By using the benchmarking approach, the team hopes to produce continuous improvements in conventional repair measures. Their goal is to build on this and other innovations in improving repair performance in different tendon models, “to increase tangent stiffness of patellar tendon repairs to match normal patellar tendons up to 40 percent of failure by 12 weeks and to accelerate repair so 6-week repairs perform as well as current 12-week repairs.”
The FTE approach, the team says, is also applicable to other musculoskeletal structures. They are currently identifying functional tissue engineering parameters (FTEPs) for tissues such as ligaments and menisci, which are of increasing structural and mechanical complexity. The team adds that “fundamental to all tissues is the need to measure their actual in vivo forces and displacements for relevant activities of daily living.”
The potential of a “truly ‘functional’ tissue engineering outcome,” the writers add, depends on an interdisciplinary approach—more than a focus on mechanical and structural criteria.

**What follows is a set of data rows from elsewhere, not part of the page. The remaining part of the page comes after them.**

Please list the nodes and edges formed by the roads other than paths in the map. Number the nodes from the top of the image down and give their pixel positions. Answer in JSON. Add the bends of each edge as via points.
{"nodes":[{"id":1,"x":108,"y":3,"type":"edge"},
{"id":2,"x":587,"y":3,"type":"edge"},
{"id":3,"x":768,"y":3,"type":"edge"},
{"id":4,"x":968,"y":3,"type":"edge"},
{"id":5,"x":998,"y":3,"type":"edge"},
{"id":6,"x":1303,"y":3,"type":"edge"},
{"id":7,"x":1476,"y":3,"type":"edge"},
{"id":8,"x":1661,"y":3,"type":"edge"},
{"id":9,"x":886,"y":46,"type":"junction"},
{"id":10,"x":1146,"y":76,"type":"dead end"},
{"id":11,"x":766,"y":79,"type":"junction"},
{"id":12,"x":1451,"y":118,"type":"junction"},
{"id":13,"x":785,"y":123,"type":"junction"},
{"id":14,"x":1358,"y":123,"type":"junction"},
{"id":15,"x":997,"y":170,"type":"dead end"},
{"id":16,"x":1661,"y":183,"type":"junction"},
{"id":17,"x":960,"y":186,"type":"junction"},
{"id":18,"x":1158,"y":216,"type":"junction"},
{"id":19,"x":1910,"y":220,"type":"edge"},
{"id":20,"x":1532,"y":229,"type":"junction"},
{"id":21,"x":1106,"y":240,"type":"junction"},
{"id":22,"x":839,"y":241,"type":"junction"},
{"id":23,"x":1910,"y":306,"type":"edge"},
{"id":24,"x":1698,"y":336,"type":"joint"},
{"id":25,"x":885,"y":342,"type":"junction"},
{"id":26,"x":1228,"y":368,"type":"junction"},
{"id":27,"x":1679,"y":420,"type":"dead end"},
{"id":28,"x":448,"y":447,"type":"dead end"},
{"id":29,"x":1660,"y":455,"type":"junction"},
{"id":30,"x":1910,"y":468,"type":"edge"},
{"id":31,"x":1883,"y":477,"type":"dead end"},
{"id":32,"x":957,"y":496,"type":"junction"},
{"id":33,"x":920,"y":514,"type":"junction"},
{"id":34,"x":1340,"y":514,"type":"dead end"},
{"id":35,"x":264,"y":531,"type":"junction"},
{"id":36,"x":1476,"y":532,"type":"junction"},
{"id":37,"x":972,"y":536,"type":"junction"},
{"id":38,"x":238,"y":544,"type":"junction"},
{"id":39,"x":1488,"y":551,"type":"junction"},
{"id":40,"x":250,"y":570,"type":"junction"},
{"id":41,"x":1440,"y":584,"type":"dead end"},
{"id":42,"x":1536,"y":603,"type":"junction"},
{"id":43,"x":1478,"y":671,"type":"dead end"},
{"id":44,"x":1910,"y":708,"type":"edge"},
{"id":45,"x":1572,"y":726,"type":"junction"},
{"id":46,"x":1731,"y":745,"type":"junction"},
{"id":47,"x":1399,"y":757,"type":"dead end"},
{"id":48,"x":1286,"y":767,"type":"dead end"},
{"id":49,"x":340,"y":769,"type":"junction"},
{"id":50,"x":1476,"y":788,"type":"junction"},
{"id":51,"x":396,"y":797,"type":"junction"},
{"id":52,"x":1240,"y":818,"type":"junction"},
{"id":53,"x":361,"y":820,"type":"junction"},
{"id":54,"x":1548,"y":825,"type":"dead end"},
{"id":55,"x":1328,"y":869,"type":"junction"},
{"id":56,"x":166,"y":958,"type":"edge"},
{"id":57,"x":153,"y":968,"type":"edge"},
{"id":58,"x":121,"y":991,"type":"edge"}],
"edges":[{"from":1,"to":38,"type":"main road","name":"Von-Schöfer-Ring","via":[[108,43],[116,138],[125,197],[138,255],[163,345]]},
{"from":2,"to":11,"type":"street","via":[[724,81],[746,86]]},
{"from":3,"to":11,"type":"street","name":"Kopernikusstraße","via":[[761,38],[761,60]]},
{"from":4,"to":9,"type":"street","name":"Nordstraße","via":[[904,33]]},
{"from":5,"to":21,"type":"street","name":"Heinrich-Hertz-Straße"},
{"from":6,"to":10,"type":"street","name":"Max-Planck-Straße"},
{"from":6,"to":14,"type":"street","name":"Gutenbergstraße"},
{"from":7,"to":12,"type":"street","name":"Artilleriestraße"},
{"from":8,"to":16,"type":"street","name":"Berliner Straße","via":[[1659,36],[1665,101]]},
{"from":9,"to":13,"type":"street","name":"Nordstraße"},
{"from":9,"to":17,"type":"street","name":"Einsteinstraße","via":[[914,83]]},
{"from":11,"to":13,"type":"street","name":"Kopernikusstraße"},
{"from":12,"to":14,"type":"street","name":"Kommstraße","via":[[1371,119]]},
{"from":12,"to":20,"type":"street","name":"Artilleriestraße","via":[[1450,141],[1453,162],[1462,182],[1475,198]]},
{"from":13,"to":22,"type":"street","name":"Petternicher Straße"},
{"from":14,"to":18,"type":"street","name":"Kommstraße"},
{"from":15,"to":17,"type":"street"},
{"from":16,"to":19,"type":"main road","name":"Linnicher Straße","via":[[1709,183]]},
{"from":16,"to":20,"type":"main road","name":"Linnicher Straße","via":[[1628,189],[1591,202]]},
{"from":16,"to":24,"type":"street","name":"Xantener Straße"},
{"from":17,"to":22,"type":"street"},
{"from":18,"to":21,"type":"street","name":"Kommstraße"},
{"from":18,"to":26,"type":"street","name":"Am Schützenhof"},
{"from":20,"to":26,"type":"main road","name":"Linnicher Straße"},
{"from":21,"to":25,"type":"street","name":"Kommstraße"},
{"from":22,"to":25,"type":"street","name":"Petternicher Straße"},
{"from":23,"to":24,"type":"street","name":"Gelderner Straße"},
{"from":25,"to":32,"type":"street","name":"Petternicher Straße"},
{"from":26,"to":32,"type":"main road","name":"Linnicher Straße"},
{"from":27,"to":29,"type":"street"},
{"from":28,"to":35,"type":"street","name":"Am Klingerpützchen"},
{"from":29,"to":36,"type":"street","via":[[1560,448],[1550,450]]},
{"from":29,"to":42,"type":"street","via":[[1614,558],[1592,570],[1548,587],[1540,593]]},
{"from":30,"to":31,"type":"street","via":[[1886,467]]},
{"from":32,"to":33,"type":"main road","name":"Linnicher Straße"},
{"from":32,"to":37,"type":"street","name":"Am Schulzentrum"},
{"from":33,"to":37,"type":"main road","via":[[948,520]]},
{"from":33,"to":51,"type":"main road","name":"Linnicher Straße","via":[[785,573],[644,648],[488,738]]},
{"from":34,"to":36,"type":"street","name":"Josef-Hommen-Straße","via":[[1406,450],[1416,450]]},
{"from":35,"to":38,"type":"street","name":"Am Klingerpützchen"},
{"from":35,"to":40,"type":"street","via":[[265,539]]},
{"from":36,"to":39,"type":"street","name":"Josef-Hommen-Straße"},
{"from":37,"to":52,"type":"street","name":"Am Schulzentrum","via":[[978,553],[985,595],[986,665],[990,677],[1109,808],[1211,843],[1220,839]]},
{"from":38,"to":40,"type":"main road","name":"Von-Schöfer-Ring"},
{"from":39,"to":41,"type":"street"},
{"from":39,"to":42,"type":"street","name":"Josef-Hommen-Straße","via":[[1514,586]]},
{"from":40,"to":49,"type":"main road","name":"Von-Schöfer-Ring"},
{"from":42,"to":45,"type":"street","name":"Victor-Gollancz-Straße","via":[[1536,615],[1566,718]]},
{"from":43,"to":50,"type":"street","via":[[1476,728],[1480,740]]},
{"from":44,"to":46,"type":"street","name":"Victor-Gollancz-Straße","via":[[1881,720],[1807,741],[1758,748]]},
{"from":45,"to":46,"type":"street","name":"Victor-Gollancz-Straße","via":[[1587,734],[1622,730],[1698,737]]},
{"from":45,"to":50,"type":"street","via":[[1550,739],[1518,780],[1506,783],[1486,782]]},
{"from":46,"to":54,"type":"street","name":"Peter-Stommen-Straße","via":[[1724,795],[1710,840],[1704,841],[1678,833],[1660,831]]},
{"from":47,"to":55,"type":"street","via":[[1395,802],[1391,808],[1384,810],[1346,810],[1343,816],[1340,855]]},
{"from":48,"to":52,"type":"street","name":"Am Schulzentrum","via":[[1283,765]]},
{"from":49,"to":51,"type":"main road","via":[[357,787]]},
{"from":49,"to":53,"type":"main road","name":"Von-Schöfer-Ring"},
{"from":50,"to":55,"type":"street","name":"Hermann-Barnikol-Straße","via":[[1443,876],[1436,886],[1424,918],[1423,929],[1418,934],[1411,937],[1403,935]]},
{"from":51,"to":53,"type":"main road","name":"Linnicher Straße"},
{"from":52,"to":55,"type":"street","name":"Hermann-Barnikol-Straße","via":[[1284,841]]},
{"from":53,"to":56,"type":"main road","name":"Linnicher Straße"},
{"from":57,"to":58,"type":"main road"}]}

The researchers suggest that “cell, molecular and developmental biologists, for example, might categorize a successful outcome as one in which cell phenotype can be controlled and gene expression can be assessed in near real time to better mimic the function of the normal growing tissue.”
To implement this interdisciplinary approach, the team has been collaborating with scientists in genetics and in cell-matrix interactions to monitor RNA expression of cells in their constructs and to create singly and doubly transgenic mice whose cells selectively fluoresce when certain collagen genes (I and II) are upregulated.
Such interdisciplinary studies are needed “to determine the extent to which tissue-engineered constructs express the correct genes and proteins and how mechanical stimuli delivered in culture might influence gene expression to ultimately guide tissue engineering experiments and spatially and temporarily control cell phenotype in a maturing construct,” according to the authors.
The team’s research was funded by grants from the National Institutes of Health given to the University of Cincinnati and to Osiris Therapeutics, by the Cincinnati Sports Medicine Research and Education Foundation, and by a Merit Review grant from the Veteran’s Administration to Gregory Boivin, who also holds an appointment at Veterans Affairs Medical Center, Cincinnati. The research team plans to use the funds from the award for summer undergraduate and graduate research fellowships and for pilot research projects.